Could you return all of the data exactly as given?

****************

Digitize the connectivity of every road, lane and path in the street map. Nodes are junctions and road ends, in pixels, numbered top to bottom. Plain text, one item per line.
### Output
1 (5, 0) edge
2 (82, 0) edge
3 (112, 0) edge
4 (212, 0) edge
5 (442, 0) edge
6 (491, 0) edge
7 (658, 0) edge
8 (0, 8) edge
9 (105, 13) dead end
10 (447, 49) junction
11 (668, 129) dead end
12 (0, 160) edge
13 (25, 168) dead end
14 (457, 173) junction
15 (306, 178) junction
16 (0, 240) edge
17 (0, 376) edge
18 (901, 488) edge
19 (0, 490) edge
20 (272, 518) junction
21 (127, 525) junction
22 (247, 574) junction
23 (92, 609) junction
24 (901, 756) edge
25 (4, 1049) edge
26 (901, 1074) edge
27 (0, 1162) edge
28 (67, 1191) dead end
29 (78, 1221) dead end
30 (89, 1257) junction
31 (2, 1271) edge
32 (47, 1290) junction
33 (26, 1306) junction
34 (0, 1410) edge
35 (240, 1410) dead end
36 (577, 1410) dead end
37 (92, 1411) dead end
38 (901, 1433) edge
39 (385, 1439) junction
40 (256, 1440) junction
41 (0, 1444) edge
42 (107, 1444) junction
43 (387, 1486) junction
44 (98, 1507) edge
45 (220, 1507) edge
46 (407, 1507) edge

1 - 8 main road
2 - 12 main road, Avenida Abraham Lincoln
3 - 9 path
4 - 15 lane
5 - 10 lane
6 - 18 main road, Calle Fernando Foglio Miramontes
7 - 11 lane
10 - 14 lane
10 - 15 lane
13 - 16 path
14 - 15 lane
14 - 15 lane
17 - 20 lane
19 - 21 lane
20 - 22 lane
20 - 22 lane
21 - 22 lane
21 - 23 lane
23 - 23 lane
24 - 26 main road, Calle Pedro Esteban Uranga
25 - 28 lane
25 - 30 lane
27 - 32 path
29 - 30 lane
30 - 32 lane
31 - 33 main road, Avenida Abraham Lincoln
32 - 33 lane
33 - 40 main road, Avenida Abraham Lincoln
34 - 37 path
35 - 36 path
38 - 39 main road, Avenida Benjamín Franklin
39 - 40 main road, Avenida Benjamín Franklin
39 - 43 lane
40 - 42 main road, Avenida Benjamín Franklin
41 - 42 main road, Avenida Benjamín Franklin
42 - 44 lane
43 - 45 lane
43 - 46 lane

****************

• _RESULT OF THE EXERCISE_:
Digitize the connectivity of every road, lane and path in the street map. Nodes are junctions and road ends, in pixels, numbered top to bottom. Plain text, one item per line.
### Output
1 (5, 0) edge
2 (82, 0) edge
3 (112, 0) edge
4 (212, 0) edge
5 (442, 0) edge
6 (491, 0) edge
7 (658, 0) edge
8 (0, 8) edge
9 (105, 13) dead end
10 (447, 49) junction
11 (668, 129) dead end
12 (0, 160) edge
13 (25, 168) dead end
14 (457, 173) junction
15 (306, 178) junction
16 (0, 240) edge
17 (0, 376) edge
18 (901, 488) edge
19 (0, 490) edge
20 (272, 518) junction
21 (127, 525) junction
22 (247, 574) junction
23 (92, 609) junction
24 (901, 756) edge
25 (4, 1049) edge
26 (901, 1074) edge
27 (0, 1162) edge
28 (67, 1191) dead end
29 (78, 1221) dead end
30 (89, 1257) junction
31 (2, 1271) edge
32 (47, 1290) junction
33 (26, 1306) junction
34 (0, 1410) edge
35 (240, 1410) dead end
36 (577, 1410) dead end
37 (92, 1411) dead end
38 (901, 1433) edge
39 (385, 1439) junction
40 (256, 1440) junction
41 (0, 1444) edge
42 (107, 1444) junction
43 (387, 1486) junction
44 (98, 1507) edge
45 (220, 1507) edge
46 (407, 1507) edge

1 - 8 main road
2 - 12 main road, Avenida Abraham Lincoln
3 - 9 path
4 - 15 lane
5 - 10 lane
6 - 18 main road, Calle Fernando Foglio Miramontes
7 - 11 lane
10 - 14 lane
10 - 15 lane
13 - 16 path
14 - 15 lane
14 - 15 lane
17 - 20 lane
19 - 21 lane
20 - 22 lane
20 - 22 lane
21 - 22 lane
21 - 23 lane
23 - 23 lane
24 - 26 main road, Calle Pedro Esteban Uranga
25 - 28 lane
25 - 30 lane
27 - 32 path
29 - 30 lane
30 - 32 lane
31 - 33 main road, Avenida Abraham Lincoln
32 - 33 lane
33 - 40 main road, Avenida Abraham Lincoln
34 - 37 path
35 - 36 path
38 - 39 main road, Avenida Benjamín Franklin
39 - 40 main road, Avenida Benjamín Franklin
39 - 43 lane
40 - 42 main road, Avenida Benjamín Franklin
41 - 42 main road, Avenida Benjamín Franklin
42 - 44 lane
43 - 45 lane
43 - 46 lane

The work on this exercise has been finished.